[AVAILABLE DATA]

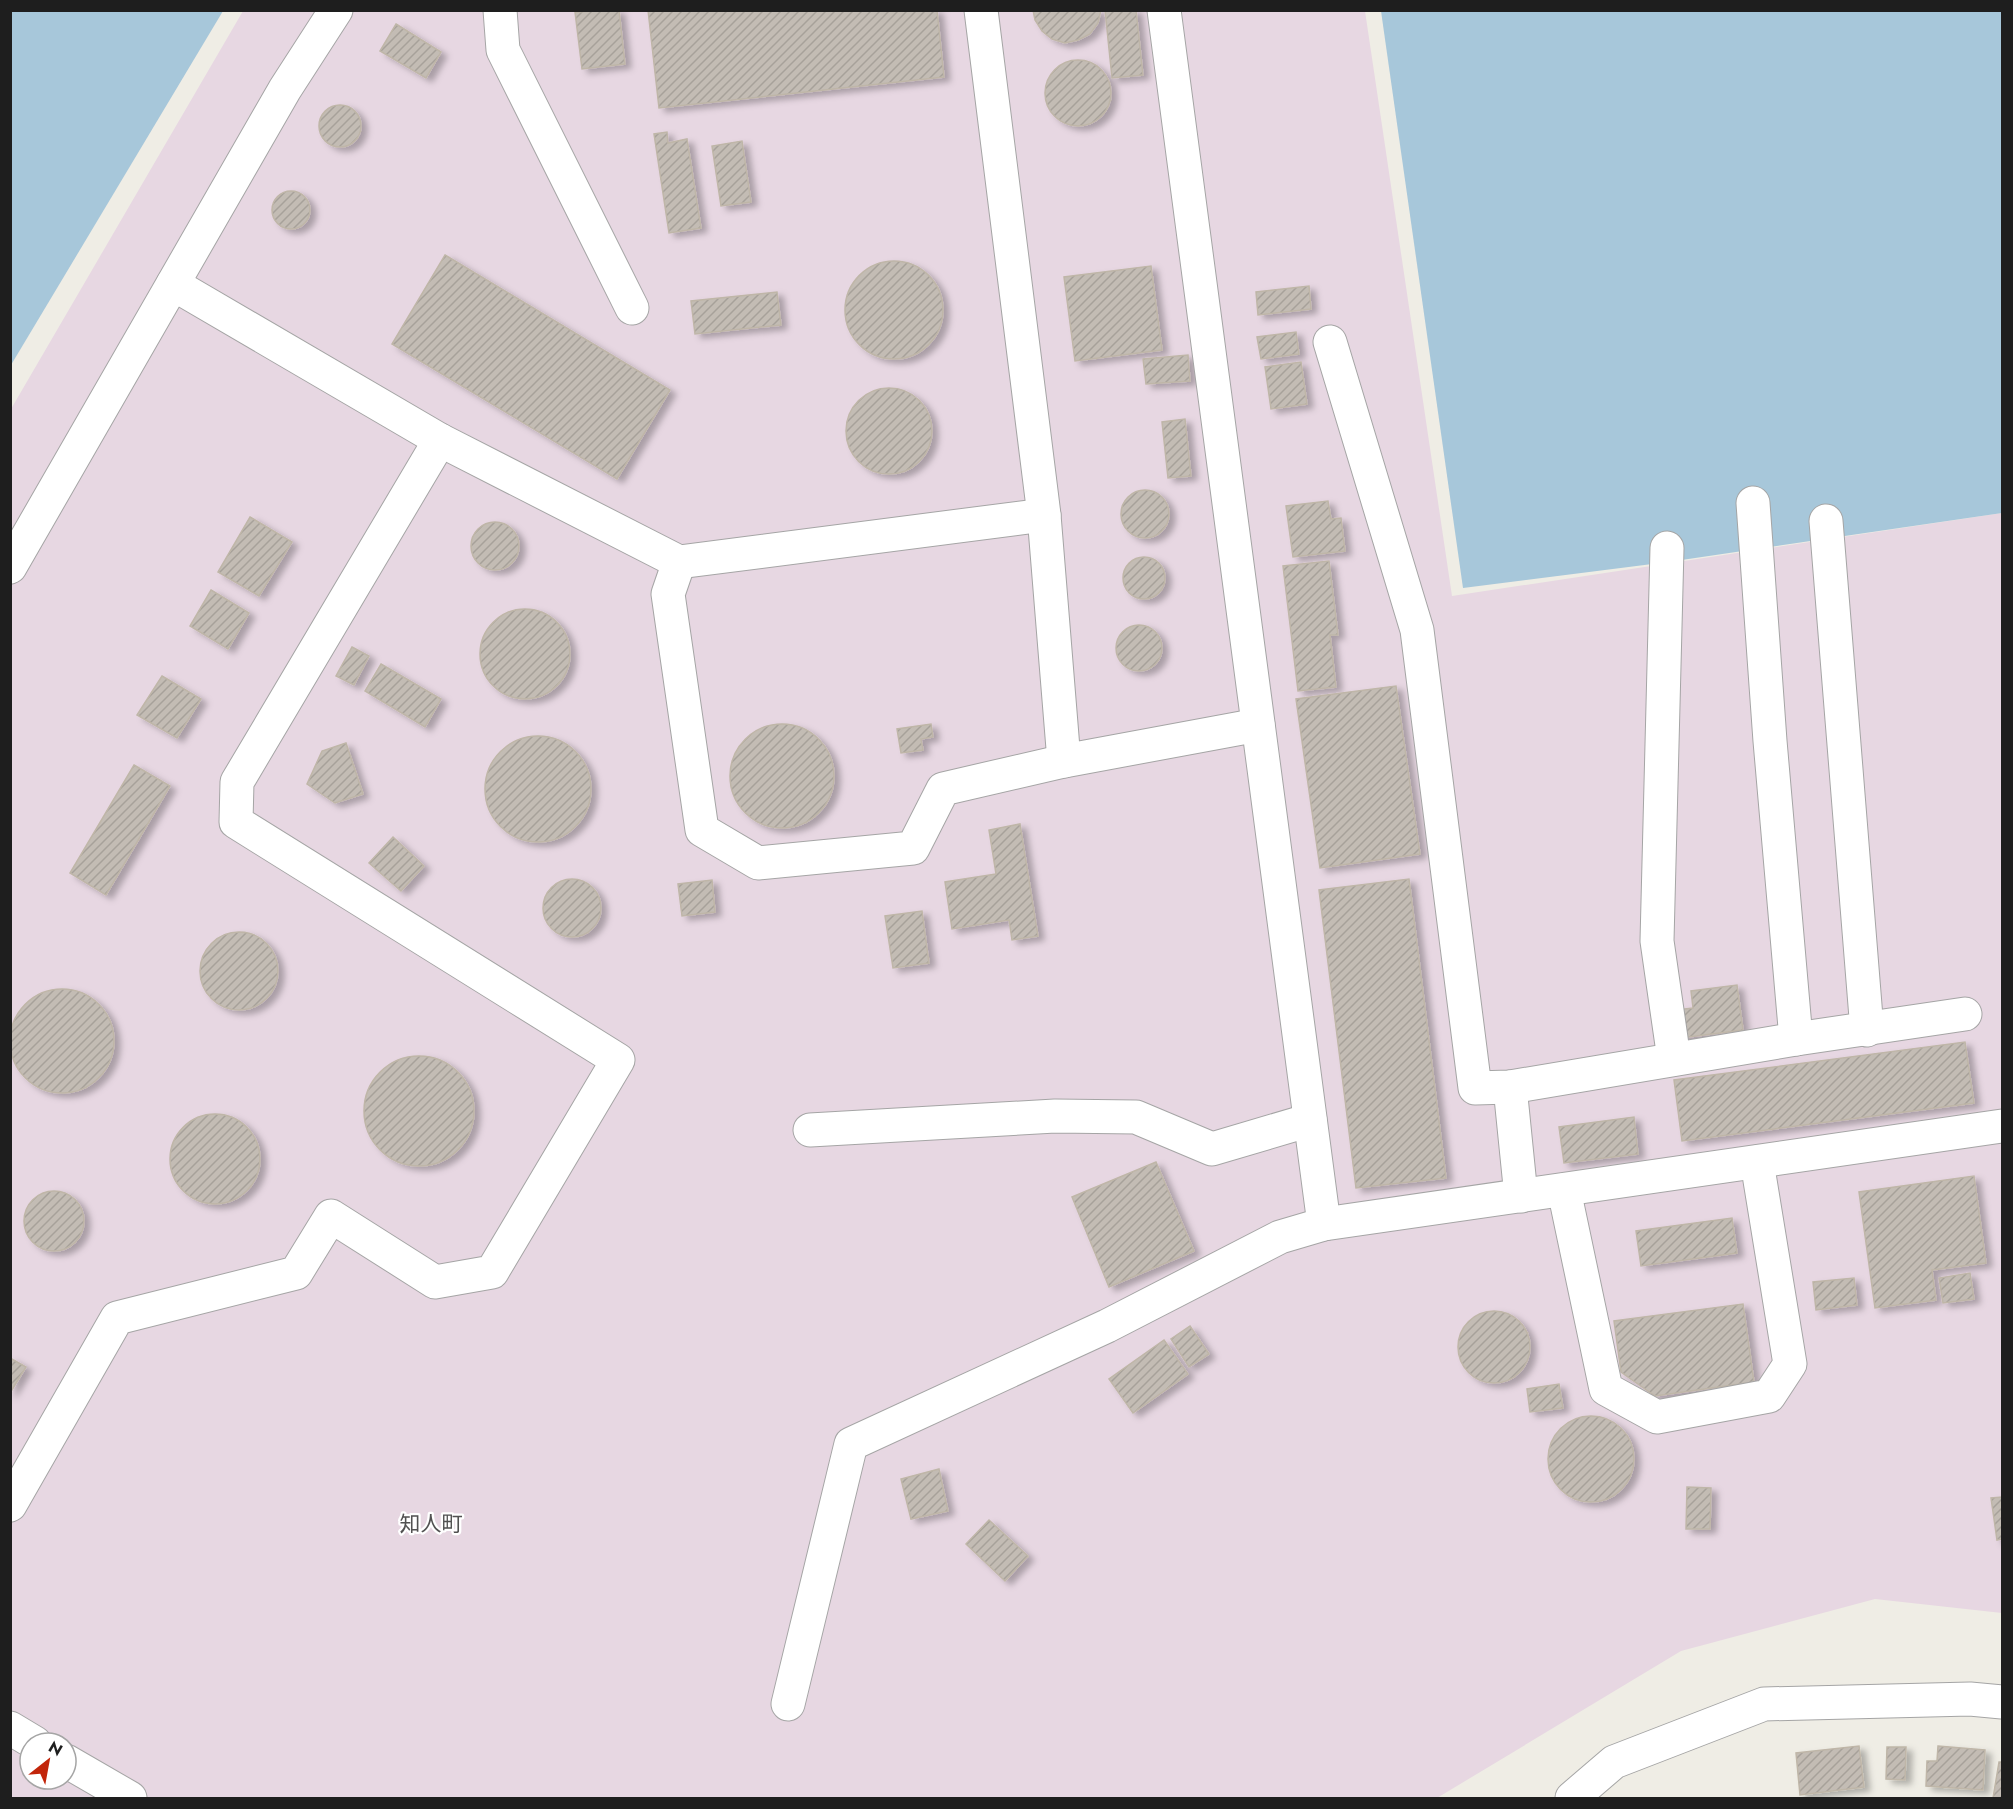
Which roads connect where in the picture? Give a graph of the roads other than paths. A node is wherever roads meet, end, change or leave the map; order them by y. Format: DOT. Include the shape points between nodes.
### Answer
graph roads {
  1 [pos="336,10"];
  2 [pos="501,10"];
  3 [pos="981,10"];
  4 [pos="1164,10"];
  5 [pos="173,284"];
  6 [pos="632,308"];
  7 [pos="1330,342"];
  8 [pos="440,440"];
  9 [pos="1753,503"];
  10 [pos="1044,515"];
  11 [pos="1826,521"];
  12 [pos="1667,548"];
  13 [pos="679,562"];
  14 [pos="10,567"];
  15 [pos="1258,725"];
  16 [pos="1064,761"];
  17 [pos="1965,1014"];
  18 [pos="1867,1030"];
  19 [pos="1796,1039"];
  20 [pos="1674,1059"];
  21 [pos="1510,1088"];
  22 [pos="1310,1120"];
  23 [pos="2002,1126"];
  24 [pos="810,1130"];
  25 [pos="1757,1162"];
  26 [pos="1564,1190"];
  27 [pos="1521,1196"];
  28 [pos="1324,1224"];
  29 [pos="10,1505"];
  30 [pos="2002,1702"];
  31 [pos="788,1704"];
  32 [pos="78,1768"];
  33 [pos="129,1798"];
  34 [pos="1572,1798"];
  1 -- 5 [label="street" via="285,89"];
  2 -- 6 [label="street" via="503,50"];
  3 -- 10 [label="street"];
  4 -- 15 [label="street"];
  5 -- 8 [label="street"];
  5 -- 14 [label="street"];
  7 -- 21 [label="street" via="1417,630 1475,1088"];
  8 -- 13 [label="street"];
  8 -- 29 [label="street" via="237,782 236,822 618,1060 492,1272 435,1282 331,1216 296,1273 117,1318"];
  9 -- 19 [label="street"];
  10 -- 13 [label="street"];
  10 -- 16 [label="street"];
  11 -- 18 [label="street"];
  12 -- 20 [label="street" via="1658,941"];
  13 -- 16 [label="street" via="669,594 702,830 759,863 913,848 942,789"];
  15 -- 16 [label="street"];
  15 -- 22 [label="street"];
  17 -- 18 [label="street"];
  18 -- 19 [label="street"];
  19 -- 20 [label="street"];
  20 -- 21 [label="street"];
  21 -- 27 [label="street"];
  22 -- 24 [label="street" via="1212,1149 1136,1117 1054,1116"];
  22 -- 28 [label="street"];
  23 -- 25 [label="street"];
  25 -- 26 [label="street"];
  25 -- 26 [label="street" via="1790,1364 1769,1396 1657,1417 1606,1389"];
  26 -- 27 [label="street"];
  27 -- 28 [label="street"];
  28 -- 31 [label="street" via="1280,1237 1107,1326 851,1444"];
  30 -- 34 [label="street" via="1970,1699 1764,1704 1614,1762"];
  32 -- 33 [label="street"];
}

[/AVAILABLE DATA]

Within the data above, how many lines contain "graph"? Respond with the tally alone.

EXERCISE OUTPUT
2